Find the word "nodes" in the listing below. Copy every line that has it.
[[ INPUT MATERIAL, beginning ]]
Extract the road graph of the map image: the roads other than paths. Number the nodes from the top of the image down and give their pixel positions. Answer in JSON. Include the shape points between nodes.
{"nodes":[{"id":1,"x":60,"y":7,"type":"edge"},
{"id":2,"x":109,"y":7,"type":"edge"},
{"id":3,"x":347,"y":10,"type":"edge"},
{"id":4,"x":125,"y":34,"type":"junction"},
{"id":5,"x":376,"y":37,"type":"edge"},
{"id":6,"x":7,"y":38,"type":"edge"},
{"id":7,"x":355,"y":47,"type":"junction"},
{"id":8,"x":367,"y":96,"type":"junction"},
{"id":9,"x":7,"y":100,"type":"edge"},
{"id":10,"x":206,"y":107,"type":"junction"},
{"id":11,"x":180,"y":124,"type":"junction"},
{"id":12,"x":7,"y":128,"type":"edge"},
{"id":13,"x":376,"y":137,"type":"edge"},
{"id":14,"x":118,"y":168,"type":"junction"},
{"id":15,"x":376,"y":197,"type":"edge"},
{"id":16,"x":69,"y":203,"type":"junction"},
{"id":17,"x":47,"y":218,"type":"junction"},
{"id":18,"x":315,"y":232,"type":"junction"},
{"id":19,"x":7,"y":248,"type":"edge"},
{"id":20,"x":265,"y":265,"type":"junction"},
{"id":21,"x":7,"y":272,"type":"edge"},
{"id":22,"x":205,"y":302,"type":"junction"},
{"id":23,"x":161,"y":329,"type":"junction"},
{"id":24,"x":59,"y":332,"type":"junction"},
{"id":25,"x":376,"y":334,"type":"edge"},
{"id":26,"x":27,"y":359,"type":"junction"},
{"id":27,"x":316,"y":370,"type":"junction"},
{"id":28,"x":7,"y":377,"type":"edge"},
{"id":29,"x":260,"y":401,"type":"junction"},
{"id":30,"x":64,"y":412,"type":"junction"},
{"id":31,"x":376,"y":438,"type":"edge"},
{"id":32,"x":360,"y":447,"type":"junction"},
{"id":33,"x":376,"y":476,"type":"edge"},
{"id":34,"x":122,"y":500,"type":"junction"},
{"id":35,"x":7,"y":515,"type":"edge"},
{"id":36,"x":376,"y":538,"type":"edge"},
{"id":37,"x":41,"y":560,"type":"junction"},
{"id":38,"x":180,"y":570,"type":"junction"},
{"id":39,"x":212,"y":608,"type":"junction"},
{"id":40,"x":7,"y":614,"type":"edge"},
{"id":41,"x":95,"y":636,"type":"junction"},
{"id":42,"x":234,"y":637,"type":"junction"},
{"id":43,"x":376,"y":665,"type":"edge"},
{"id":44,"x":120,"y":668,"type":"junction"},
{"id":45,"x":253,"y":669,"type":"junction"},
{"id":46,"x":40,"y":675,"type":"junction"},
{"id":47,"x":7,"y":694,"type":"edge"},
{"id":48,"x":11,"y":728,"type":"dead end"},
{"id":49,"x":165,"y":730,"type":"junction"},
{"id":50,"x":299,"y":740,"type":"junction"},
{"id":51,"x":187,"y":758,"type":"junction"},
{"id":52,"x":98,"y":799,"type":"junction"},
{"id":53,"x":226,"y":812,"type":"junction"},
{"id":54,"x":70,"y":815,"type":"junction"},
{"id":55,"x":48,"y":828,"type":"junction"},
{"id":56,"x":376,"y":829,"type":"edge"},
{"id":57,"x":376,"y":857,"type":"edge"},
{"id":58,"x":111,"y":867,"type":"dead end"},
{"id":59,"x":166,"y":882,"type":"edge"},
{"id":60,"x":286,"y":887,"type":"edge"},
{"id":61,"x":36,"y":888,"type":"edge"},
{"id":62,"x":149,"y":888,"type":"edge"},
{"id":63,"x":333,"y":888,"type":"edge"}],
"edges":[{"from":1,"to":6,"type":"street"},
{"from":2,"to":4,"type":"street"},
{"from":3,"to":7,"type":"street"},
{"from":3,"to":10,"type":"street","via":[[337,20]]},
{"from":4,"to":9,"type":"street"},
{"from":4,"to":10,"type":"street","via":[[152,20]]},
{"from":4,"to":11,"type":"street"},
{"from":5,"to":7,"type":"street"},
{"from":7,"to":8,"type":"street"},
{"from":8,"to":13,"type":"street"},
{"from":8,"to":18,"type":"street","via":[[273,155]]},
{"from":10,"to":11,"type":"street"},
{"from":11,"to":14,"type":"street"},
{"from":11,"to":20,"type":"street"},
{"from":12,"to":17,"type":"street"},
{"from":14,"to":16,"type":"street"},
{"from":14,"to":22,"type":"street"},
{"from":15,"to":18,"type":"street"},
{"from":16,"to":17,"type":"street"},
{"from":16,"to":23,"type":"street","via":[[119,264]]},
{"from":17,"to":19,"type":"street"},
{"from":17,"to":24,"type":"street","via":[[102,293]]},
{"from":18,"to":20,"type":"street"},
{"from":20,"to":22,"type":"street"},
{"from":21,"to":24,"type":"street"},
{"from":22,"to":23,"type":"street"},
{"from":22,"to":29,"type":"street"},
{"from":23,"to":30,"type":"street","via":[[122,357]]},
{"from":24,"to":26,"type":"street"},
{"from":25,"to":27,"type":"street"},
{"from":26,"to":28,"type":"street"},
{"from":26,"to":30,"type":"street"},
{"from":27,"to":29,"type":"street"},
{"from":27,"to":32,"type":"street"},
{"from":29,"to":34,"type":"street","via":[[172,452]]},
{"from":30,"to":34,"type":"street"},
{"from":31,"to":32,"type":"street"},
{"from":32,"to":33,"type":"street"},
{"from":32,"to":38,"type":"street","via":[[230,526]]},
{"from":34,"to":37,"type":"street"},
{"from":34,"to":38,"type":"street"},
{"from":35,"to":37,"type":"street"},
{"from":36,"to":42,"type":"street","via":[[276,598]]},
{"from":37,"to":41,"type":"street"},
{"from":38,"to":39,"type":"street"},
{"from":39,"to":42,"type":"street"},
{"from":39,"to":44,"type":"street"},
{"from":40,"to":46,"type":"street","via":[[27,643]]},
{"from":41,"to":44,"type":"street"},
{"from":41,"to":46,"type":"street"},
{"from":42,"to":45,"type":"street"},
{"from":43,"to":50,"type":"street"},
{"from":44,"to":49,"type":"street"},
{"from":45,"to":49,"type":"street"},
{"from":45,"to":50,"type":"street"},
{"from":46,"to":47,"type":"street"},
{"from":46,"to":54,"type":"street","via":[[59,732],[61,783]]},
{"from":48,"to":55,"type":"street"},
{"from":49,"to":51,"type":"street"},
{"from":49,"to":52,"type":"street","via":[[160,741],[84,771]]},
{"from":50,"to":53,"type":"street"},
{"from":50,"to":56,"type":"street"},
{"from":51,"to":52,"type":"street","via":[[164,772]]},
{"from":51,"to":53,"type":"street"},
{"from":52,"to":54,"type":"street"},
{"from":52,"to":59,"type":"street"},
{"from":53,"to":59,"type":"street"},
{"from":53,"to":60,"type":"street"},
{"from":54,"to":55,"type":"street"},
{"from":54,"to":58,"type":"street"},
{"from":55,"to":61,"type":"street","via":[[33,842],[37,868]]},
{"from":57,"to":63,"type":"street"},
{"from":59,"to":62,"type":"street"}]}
[[ INPUT MATERIAL, end ]]
| THE COMPLETED TASK |
Extract the road graph of the map image: the roads other than paths. Number the nodes from the top of the image down and give their pixel positions. Answer in JSON. Include the shape points between nodes.
{"nodes":[{"id":1,"x":60,"y":7,"type":"edge"},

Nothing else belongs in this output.